To achieve optimum control, both steam and feedwater flow values should be corrected for

density. This provides tighter drum-level control. It's appropriate if a system suffers from fluctuating feedwater pressure or flow, or if a more sophisticated control is required.

To stabilize control over a wide range of steam demand, the three-element mode acts during high steam demand, but can drop back to two-element mode if the steam-flow measurement fails. The module reverts to single-element level control if the feedwater flow measurement fails or if steam demand is low.

Demand-load scheduling

A primary goal in operating a boiler plant is ensuring the working steam pressure (or temperature in a hot-water system) is constant for any load demand placed on the plant.
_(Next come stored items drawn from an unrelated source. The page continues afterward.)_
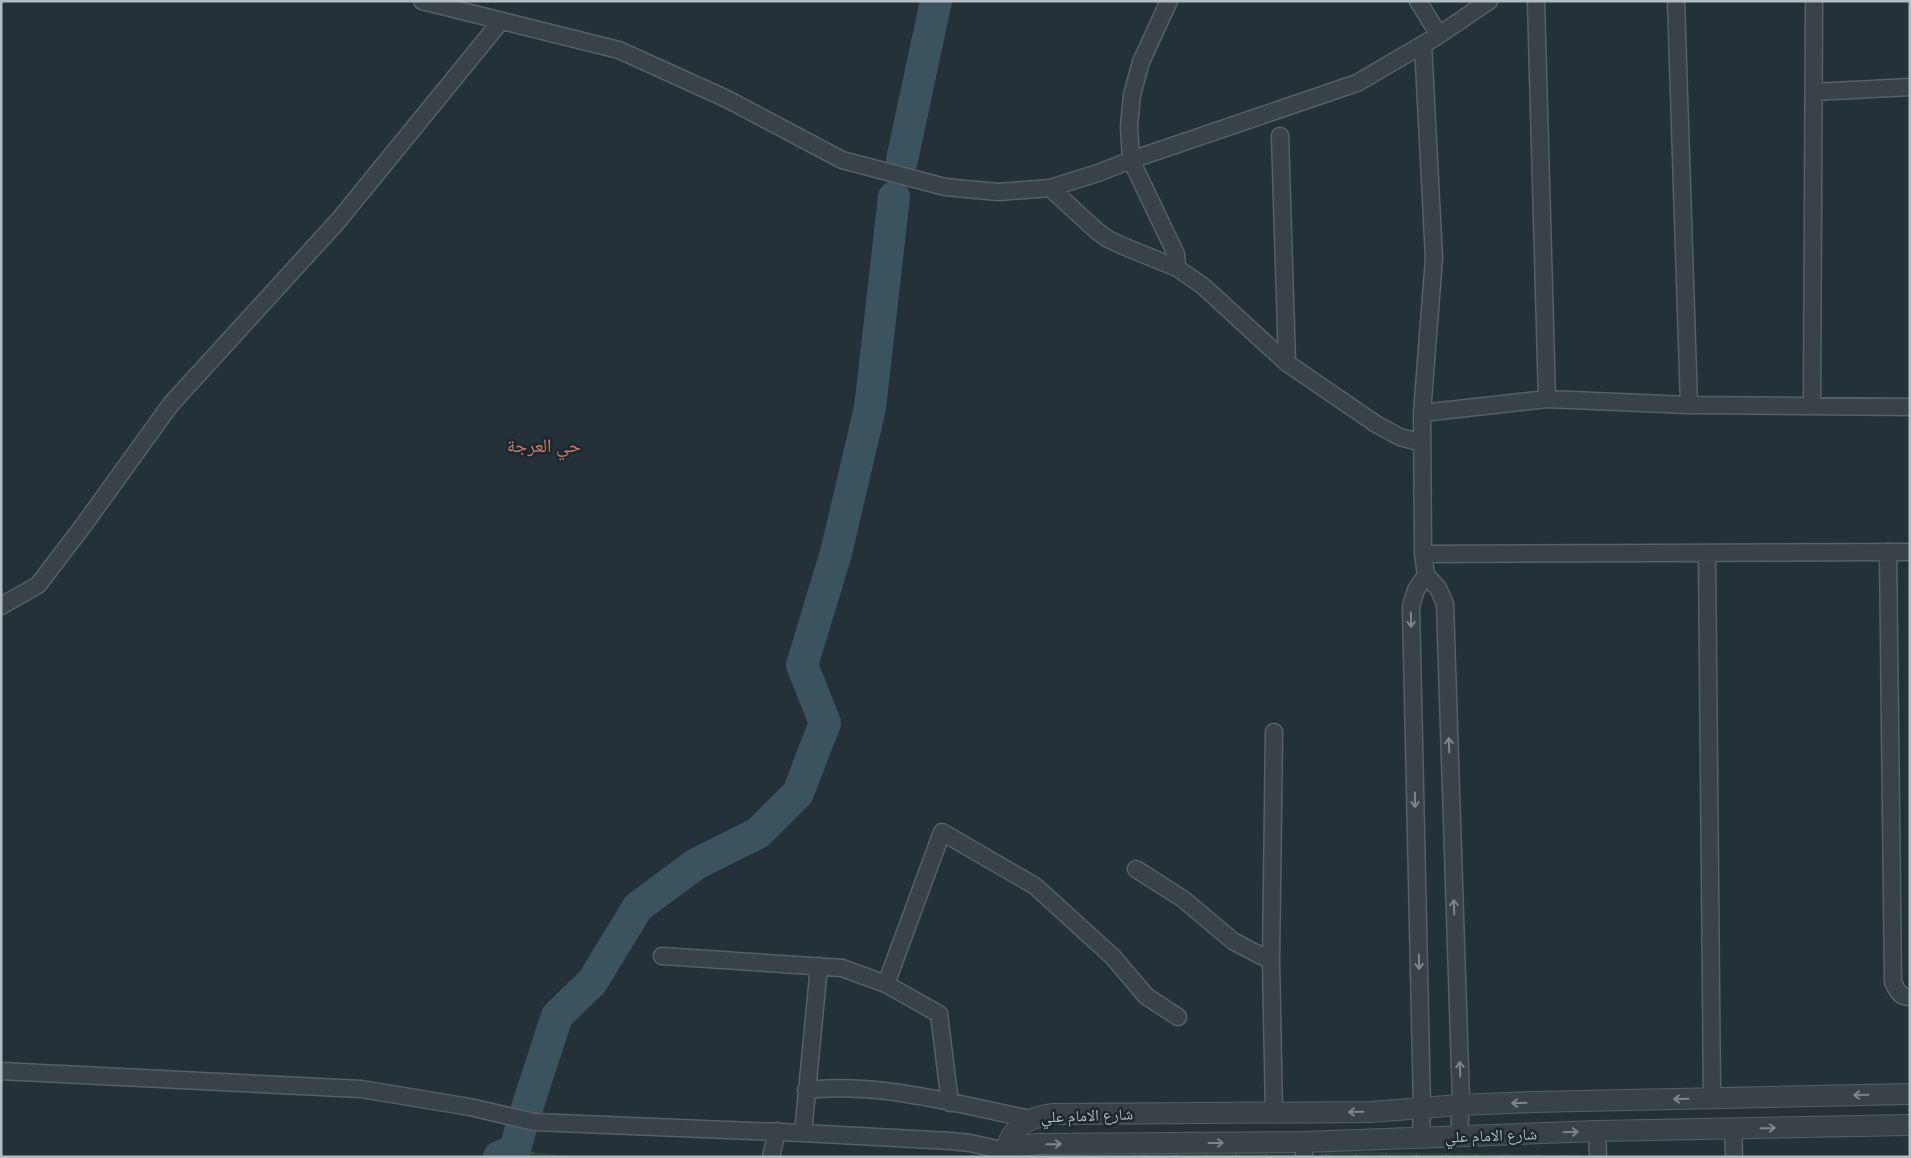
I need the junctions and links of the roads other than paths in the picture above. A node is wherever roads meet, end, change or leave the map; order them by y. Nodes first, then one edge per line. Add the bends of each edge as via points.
1 (422, 1) edge
2 (1169, 1) edge
3 (1418, 1) edge
4 (1489, 1) edge
5 (1536, 1) edge
6 (1676, 1) edge
7 (1814, 1) edge
8 (501, 21) junction
9 (1439, 35) junction
10 (1423, 44) junction
11 (1910, 86) edge
12 (1814, 92) junction
13 (1280, 136) dead end
14 (1130, 160) junction
15 (1050, 188) junction
16 (1177, 268) junction
17 (1287, 362) junction
18 (1547, 399) junction
19 (1689, 405) junction
20 (1812, 406) junction
21 (1910, 407) edge
22 (1422, 413) junction
23 (1422, 443) junction
24 (1888, 552) junction
25 (1910, 552) edge
26 (1707, 553) junction
27 (1423, 554) junction
28 (1426, 574) junction
29 (1, 606) edge
30 (1274, 732) dead end
31 (1136, 869) dead end
32 (662, 956) dead end
33 (1270, 960) junction
34 (819, 966) junction
35 (886, 984) junction
36 (1910, 997) edge
37 (1178, 1017) dead end
38 (1, 1071) edge
39 (806, 1090) junction
40 (1910, 1094) edge
41 (1712, 1098) junction
42 (950, 1103) junction
43 (1460, 1105) junction
44 (1422, 1108) junction
45 (1274, 1114) junction
46 (1030, 1119) junction
47 (1910, 1125) edge
48 (1732, 1128) junction
49 (777, 1131) junction
50 (1597, 1131) junction
51 (803, 1132) junction
52 (1459, 1136) junction
53 (1421, 1137) junction
54 (1304, 1150) edge
55 (1006, 1154) edge
56 (771, 1157) edge
57 (1598, 1157) edge
58 (1734, 1157) edge

1 - 8 street
2 - 14 street via 1141,62 1132,95
3 - 9 street
4 - 9 street
5 - 18 street
6 - 19 street
7 - 12 street
8 - 15 street via 619,50 727,99 842,160 945,187 998,192
8 - 29 street via 338,221 171,404 38,585
9 - 10 street
10 - 14 street via 1358,83
10 - 22 street via 1434,258
11 - 12 street
12 - 20 street
13 - 17 street
14 - 15 street via 1098,174
14 - 16 street via 1176,254
15 - 16 street via 1108,239
16 - 17 street via 1203,286
17 - 23 street via 1382,427 1400,437
18 - 19 street
18 - 22 street
19 - 20 street
20 - 21 street
22 - 23 street
23 - 27 street
24 - 25 street
24 - 26 street
24 - 36 street via 1893,982 1898,993
26 - 27 street
26 - 41 street
27 - 28 street
43 -> 28 street via 1445,604 1438,588
28 -> 44 street via 1411,606
30 - 33 street
31 - 33 street via 1183,899 1233,941
32 - 34 street
33 - 45 street
34 - 35 street via 842,968
34 - 39 street
35 - 37 street via 942,832 1035,886 1113,957 1146,996
35 - 42 street via 939,1014
38 - 49 street via 361,1089 470,1107 534,1122
39 - 42 street via 873,1089
39 - 51 street
40 -> 41 street, شارع الامام علي
41 -> 43 street, شارع الامام علي
42 - 46 street
43 - 44 street, شارع الامام علي
43 - 52 street
44 -> 45 street, شارع الامام علي
44 - 53 street
45 - 46 street, شارع الامام علي via 1066,1113
46 - 55 street, شارع الامام علي via 1015,1132
48 -> 47 street, شارع الامام علي
48 - 50 street, شارع الامام علي
48 - 58 street
49 - 51 street
49 - 56 street
52 -> 50 street, شارع الامام علي
50 - 57 street
51 - 55 street via 970,1143
52 - 53 street, شارع الامام علي
53 - 54 street, شارع الامام علي
55 -> 54 street, شارع الامام علي via 1018,1146 1038,1144

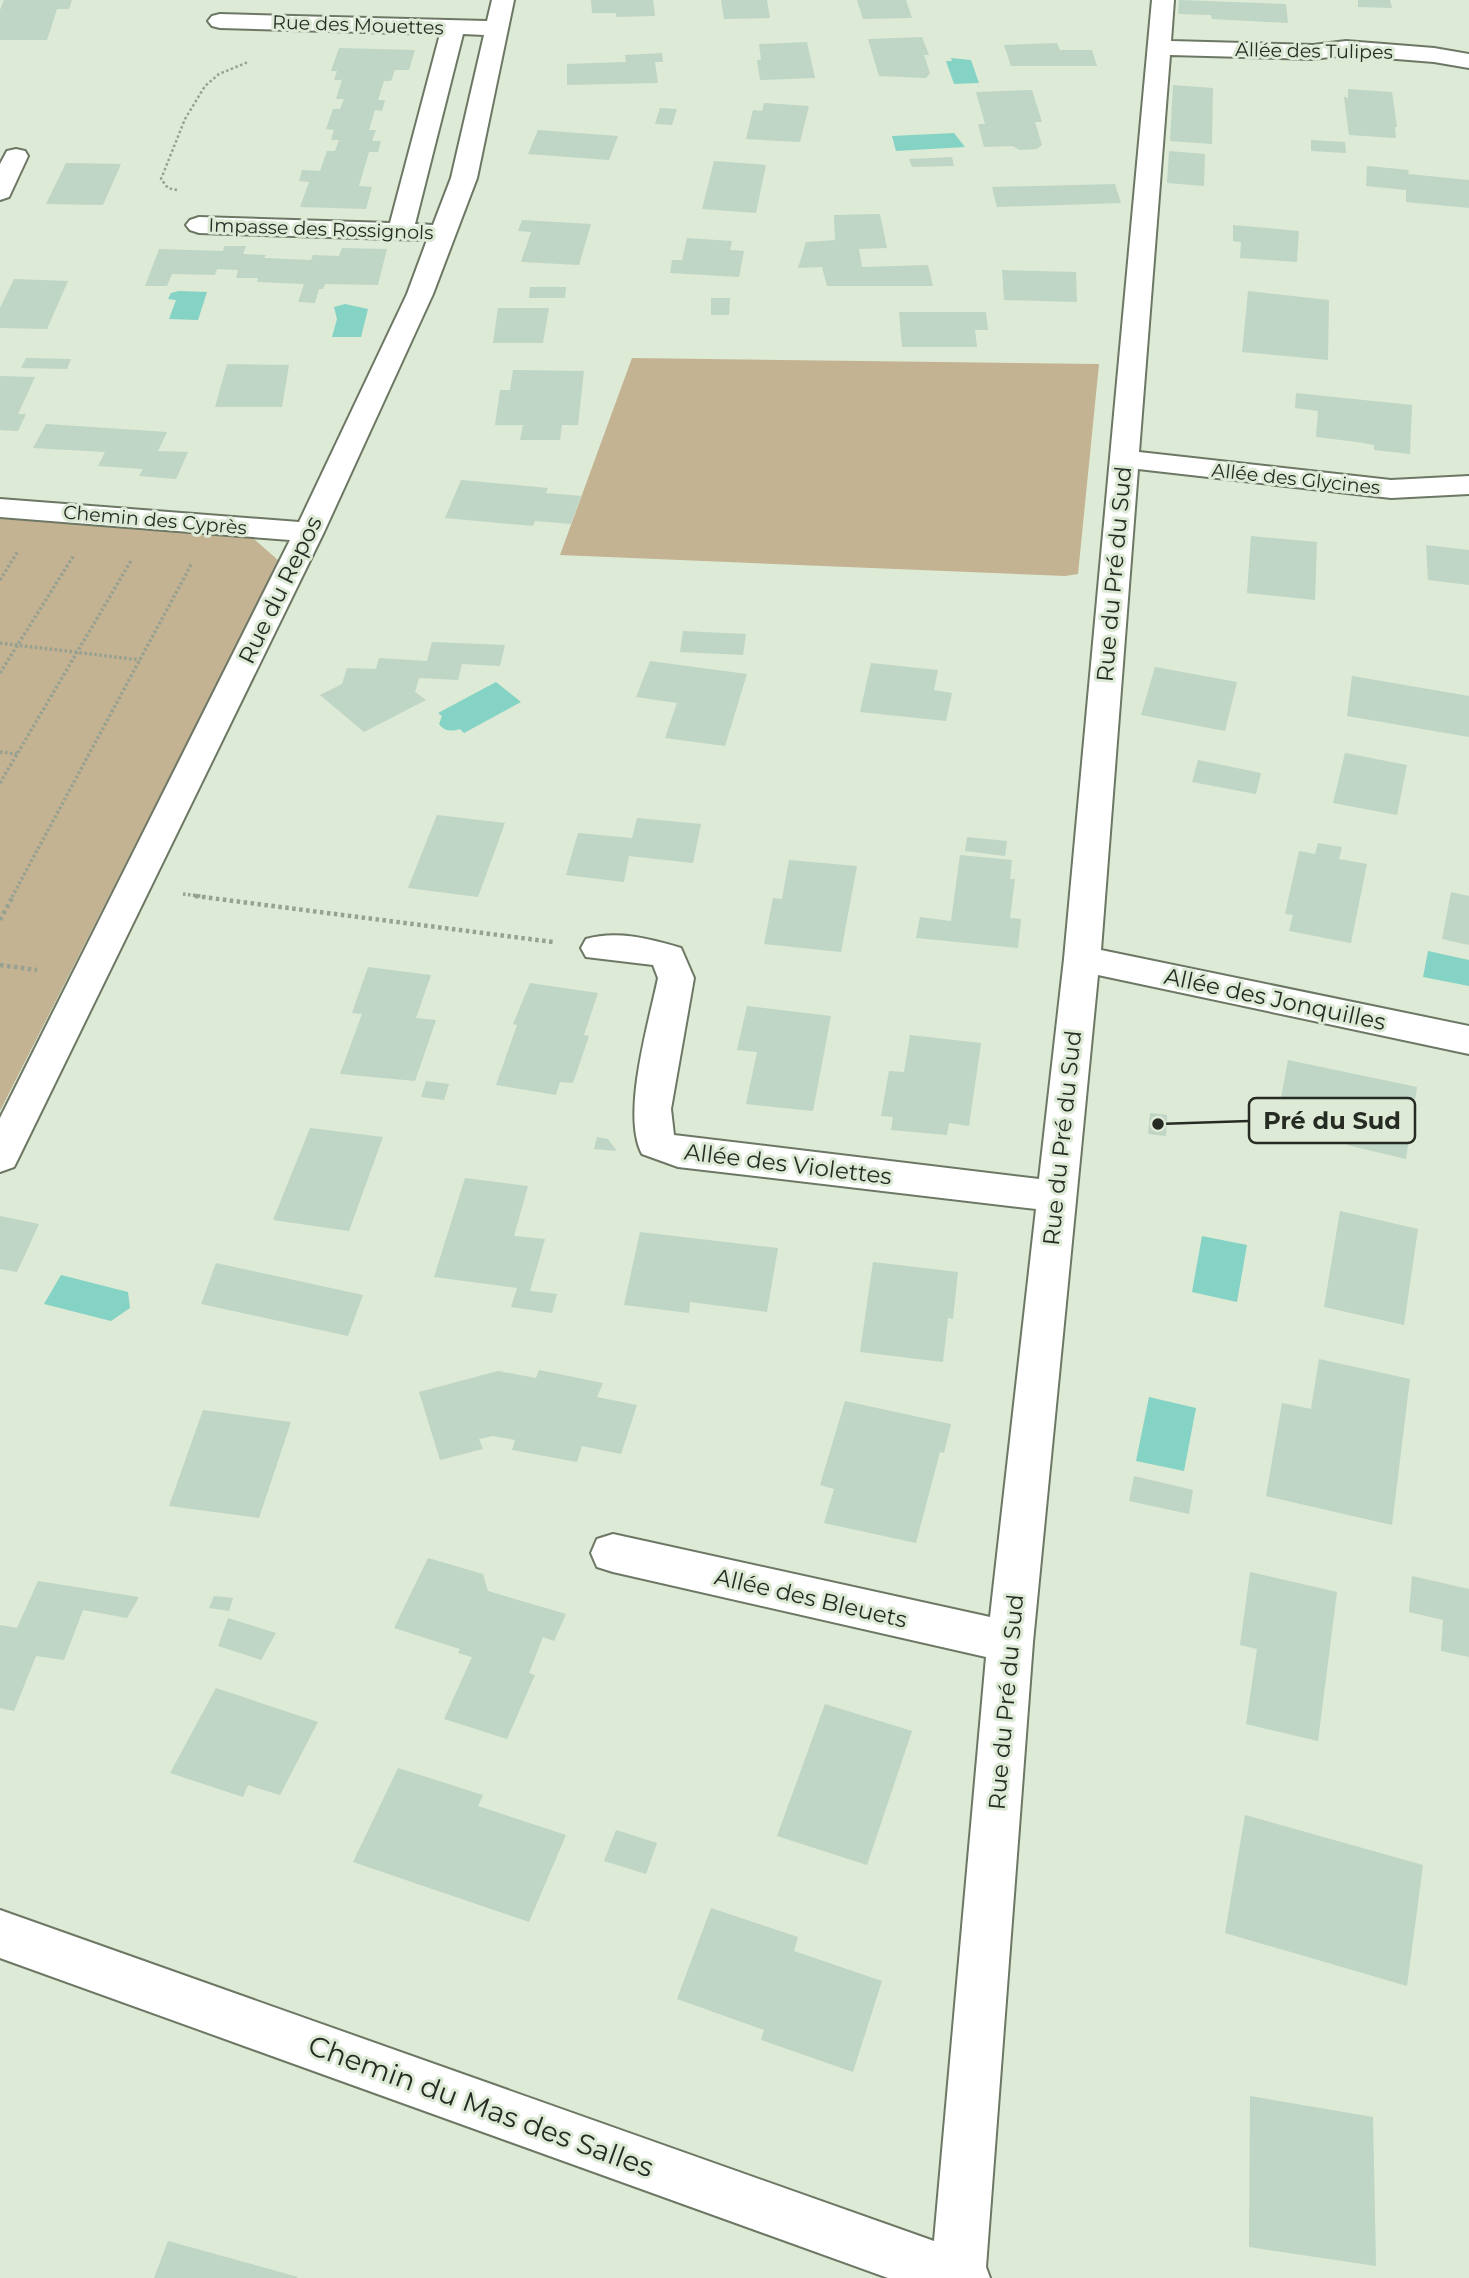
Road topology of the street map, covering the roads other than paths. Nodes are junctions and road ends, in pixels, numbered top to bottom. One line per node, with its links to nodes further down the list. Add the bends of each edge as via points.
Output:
1 (1163, 0): 5 (street, Rue du Pré du Sud)
2 (499, 14): 4 (street, Rue des Mouettes); 11 (street, Rue du Repos, via 464,178)
3 (220, 21): 4 (street, Rue des Mouettes)
4 (453, 27): 10 (street)
5 (1159, 48): 6 (street, Allée des Tulipes, via 1313,52 1346,48); 12 (street, Rue du Pré du Sud)
6 (1469, 61)
7 (16, 156): 8 (street)
8 (0, 192)
9 (199, 225): 10 (street, Impasse des Rossignols)
10 (401, 230): 11 (street, Impasse des Rossignols)
11 (443, 233): 15 (street, Rue du Repos, via 420,294)
12 (1123, 459): 13 (street, Allée des Glycines, via 1391,489); 17 (street, Rue du Pré du Sud)
13 (1469, 485)
14 (0, 508): 15 (street, Chemin des Cyprès)
15 (309, 533): 19 (street, Rue du Repos)
16 (599, 948): 20 (street, Allée des Violettes, via 668,957 676,978 652,1109 656,1144 678,1153)
17 (1082, 959): 18 (street, Allée des Jonquilles); 20 (street, Rue du Pré du Sud)
18 (1469, 1040)
19 (0, 1157)
20 (1056, 1196): 22 (street, Rue du Pré du Sud)
21 (613, 1553): 22 (street, Allée des Bleuets)
22 (1010, 1642): 24 (street, Rue du Pré du Sud)
23 (0, 1934): 24 (street, Chemin du Mas des Salles)
24 (960, 2277)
Some valuable features of demand-load scheduling include base load or modulating operation, parallel or serial demand sharing, boiler banking and programmable sequence selection.

In a multi-boiler plant, demand-load management optimizes the distribution of steam demand among the units and adjusts the overall output to meet working requirements. This ensures that boilers are fired only when required, thus reducing operating costs. Alternatively, demand-load management can allow each boiler to operate for the same amount of time.

A demand share arrangement should allow each boiler to operate in either base-load or modulating service to achieve the best distribution of load. In base load operation, the total demand is shared among the base-loaded boilers in accordance with user input. The modulating mode of operation, on the other hand, automatically enforces the load allocation without operator intervention. The total demand, less that satisfied by the base-loaded boilers, is shared among the modulating boilers in proportion to their capacities. Effective load allocation is based on real-time calculations that account for operating safety margins, load fluctuations, shutdown characteristics and boiler capacities.

Chained heat

Figure 6:

With series demand sharing, the modulating boiler's firing rate increases until the load requires an additional boiler. Then the additional boiler starts and becomes the modulating boiler.

Demand sharing also can be implemented in parallel or series. In parallel, the boilers share the total demand using equal firing rates. On load increase, the firing rate of each increases equally until the load requires an additional boiler. Then, the firing rate of the active boilers decreases to compensate for the firing rate of the additional boiler.

Steam boilers generally use parallel modulation. It offers the most effective control for relatively steady process loads. The controller provides a smoother response to changing loads by modulating the boiler plant to maintain header pressure.

Series demand-sharing allocates loads by modulating one boiler at a time to satisfy demand (see Figure 6). On load increase, the modulating boiler's firing rate increases until the load requires an additional boiler. Then, a new boiler starts and becomes the modulating boiler. The other boilers have already been ramped to their optimum firing rate. Series modulation is generally implemented for hot-water systems or fluctuating steam loads. It allows faster individual boiler response to plant conditions as the boiler pressure is adjusted to the required setpoint.

The boilers that always operate are referred to as lead boilers, while the others are called lag boilers. The most effective boiler always starts first and the least effective always stops first.

Boiler banking keeps boilers in hot standby mode by intermittently firing unused boilers, thus maintaining a required pressure. Boiler banking acts as a warm-start facility, improving the plant's response to sudden load changes.

Remember that demand-load management is an optimizing function that augments, but doesn't replace, the combustion-control system.

Taken together, burner modulation, air/fuel cross-limiting, excess air regulation, oxygen trim and total heat control can provide excellent control and fuel efficiency for most boiler systems.